Lubuklinggau — Satu kegiatan rutin namun menguras anggaran kembali mencuat dari laporan belanja Pemerintah Kota Lubuklinggau Tahun Anggaran 2024. Kali ini datang dari kegiatan “Penyediaan Gaji dan Tunjangan ASN” pada Inspektorat Daerah, dengan total anggaran mencapai Rp 5,5 miliar lebih hanya untuk membayar 48 aparatur sipil negara.
Jika dihitung secara kasar, maka setiap ASN menyerap anggaran sekitar Rp 9,6 juta per bulan, selama 12 bulan. Tentu angka ini terlihat wajar untuk standar gaji ASN, namun angka yang tertera menyimpan dua pertanyaan besar: apakah struktur kepegawaiannya proporsional terhadap beban kerja, dan apakah output lembaga benar-benar sebanding dengan belanjanya?
Dalam sistem anggaran publik, belanja pegawai memang menjadi komponen terbesar dan relatif stabil setiap tahunnya. Namun justru karena sifatnya yang rutin dan besar itulah, efisiensi dan transparansi penggunaannya sering luput dari sorotan. Publik hanya melihat “gaji ASN”, tanpa pernah menanyakan kinerja apa yang dihasilkan dari ASN tersebut.
Kegiatan ini dilaporkan dengan indikator sederhana: “Jumlah orang yang menerima gaji dan tunjangan ASN”, yaitu 48 orang. Namun, indikator tersebut bersifat kuantitatif absolut, tanpa mengukur apakah ke-48 ASN tersebut menghasilkan pengawasan berkualitas, efektivitas kerja, atau layanan pengawasan keuangan yang benar-benar berdampak pada penyelamatan keuangan daerah.
Yang lebih mencolok, total anggaran yang digunakan tercatat berasal dari Dana Alokasi Umum (DAU) dan sebagian dari Pendapatan Asli Daerah (PAD).

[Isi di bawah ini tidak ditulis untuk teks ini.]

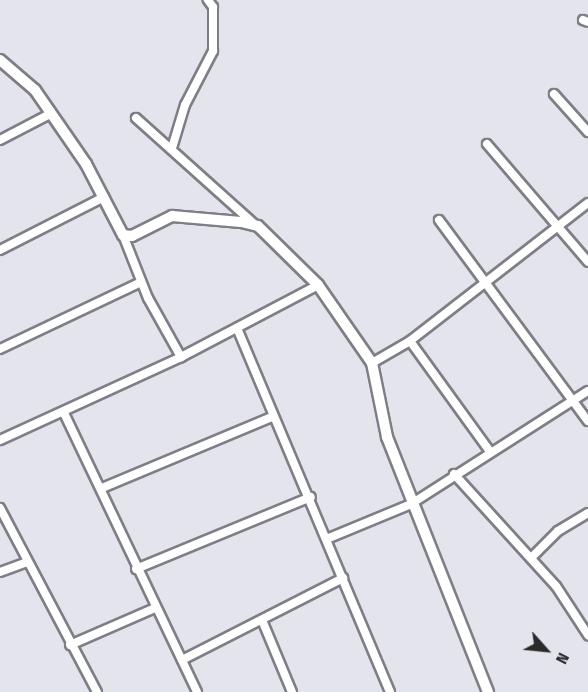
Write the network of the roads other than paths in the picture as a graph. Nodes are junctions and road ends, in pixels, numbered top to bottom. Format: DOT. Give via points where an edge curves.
graph roads {
  1 [pos="208,0"];
  2 [pos="0,60"];
  3 [pos="554,94"];
  4 [pos="50,114"];
  5 [pos="136,118"];
  6 [pos="588,132"];
  7 [pos="0,140"];
  8 [pos="487,144"];
  9 [pos="172,148"];
  10 [pos="104,197"];
  11 [pos="588,203"];
  12 [pos="439,220"];
  13 [pos="258,226"];
  14 [pos="561,227"];
  15 [pos="123,235"];
  16 [pos="0,250"];
  17 [pos="588,262"];
  18 [pos="141,282"];
  19 [pos="487,284"];
  20 [pos="318,285"];
  21 [pos="237,328"];
  22 [pos="410,341"];
  23 [pos="0,349"];
  24 [pos="181,357"];
  25 [pos="372,363"];
  26 [pos="588,391"];
  27 [pos="571,401"];
  28 [pos="64,412"];
  29 [pos="274,416"];
  30 [pos="588,421"];
  31 [pos="0,441"];
  32 [pos="489,450"];
  33 [pos="454,474"];
  34 [pos="102,488"];
  35 [pos="311,497"];
  36 [pos="411,504"];
  37 [pos="0,508"];
  38 [pos="588,513"];
  39 [pos="329,538"];
  40 [pos="531,558"];
  41 [pos="27,562"];
  42 [pos="136,569"];
  43 [pos="0,572"];
  44 [pos="343,578"];
  45 [pos="155,608"];
  46 [pos="262,620"];
  47 [pos="588,635"];
  48 [pos="70,645"];
  49 [pos="182,660"];
  50 [pos="97,692"];
  51 [pos="197,692"];
  52 [pos="292,692"];
  53 [pos="390,692"];
  54 [pos="488,692"];
  1 -- 9 [label="street" via="215,27 211,57 185,105"];
  2 -- 4 [label="street" via="35,90"];
  3 -- 6 [label="street"];
  4 -- 7 [label="street"];
  4 -- 10 [label="street"];
  5 -- 9 [label="street"];
  8 -- 14 [label="street"];
  9 -- 13 [label="street"];
  10 -- 15 [label="street"];
  10 -- 16 [label="street"];
  11 -- 14 [label="street"];
  12 -- 19 [label="street"];
  13 -- 15 [label="street" via="172,216 132,236"];
  13 -- 20 [label="street"];
  14 -- 17 [label="street"];
  14 -- 19 [label="street"];
  15 -- 18 [label="street"];
  18 -- 23 [label="street"];
  18 -- 24 [label="street"];
  19 -- 22 [label="street"];
  19 -- 27 [label="street"];
  20 -- 21 [label="street"];
  20 -- 25 [label="street"];
  21 -- 24 [label="street"];
  21 -- 29 [label="street"];
  22 -- 25 [label="street"];
  22 -- 32 [label="street"];
  24 -- 28 [label="street"];
  25 -- 36 [label="street" via="387,437"];
  26 -- 27 [label="street"];
  27 -- 30 [label="street"];
  27 -- 32 [label="street"];
  28 -- 31 [label="street"];
  28 -- 34 [label="street"];
  29 -- 34 [label="street"];
  29 -- 35 [label="street"];
  32 -- 33 [label="street"];
  33 -- 36 [label="street"];
  33 -- 40 [label="street"];
  34 -- 42 [label="street"];
  35 -- 39 [label="street"];
  35 -- 42 [label="street"];
  36 -- 39 [label="street"];
  36 -- 54 [label="street"];
  37 -- 41 [label="street"];
  38 -- 40 [label="street" via="558,531"];
  39 -- 44 [label="street"];
  40 -- 47 [label="street"];
  41 -- 43 [label="street"];
  41 -- 48 [label="street"];
  42 -- 45 [label="street"];
  44 -- 46 [label="street"];
  44 -- 53 [label="street"];
  45 -- 48 [label="street"];
  45 -- 49 [label="street"];
  46 -- 49 [label="street"];
  46 -- 52 [label="street"];
  48 -- 50 [label="street"];
  49 -- 51 [label="street"];
}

Artinya, publik Kota Lubuklinggau secara langsung ikut menanggung belanja pegawai ini, baik melalui dana transfer dari pusat maupun kontribusi lokal. Maka, pertanyaan etis dan strategis pun muncul: apakah masyarakat benar-benar mendapatkan nilai balik dari Rp 5,5 miliar ini?
Ironi terbesar muncul ketika belanja pegawai besar justru tidak disertai peningkatan kualitas pengawasan dan layanan publik. Apakah laporan-laporan hasil pengawasan Inspektorat meningkat? Apakah rekomendasi atas dugaan penyimpangan anggaran lebih cepat ditindaklanjuti? Atau sebaliknya: kita hanya melihat pembengkakan struktur tanpa lompatan kinerja yang berarti?
Jika belanja sebesar ini hanya menjamin bahwa 48 ASN menerima haknya tanpa disertai kewajiban yang akuntabel, maka Kota Lubuklinggau tengah menyimpan bom waktu birokrasi—di mana pengeluaran publik hanya menjadi formalitas pemenuhan hak pegawai, tanpa dikaitkan dengan kinerja terukur dan efek jangka panjang terhadap tata kelola keuangan daerah.
Sudah waktunya kita menggeser fokus dari berapa yang dibayarkan, menjadi apa yang dihasilkan.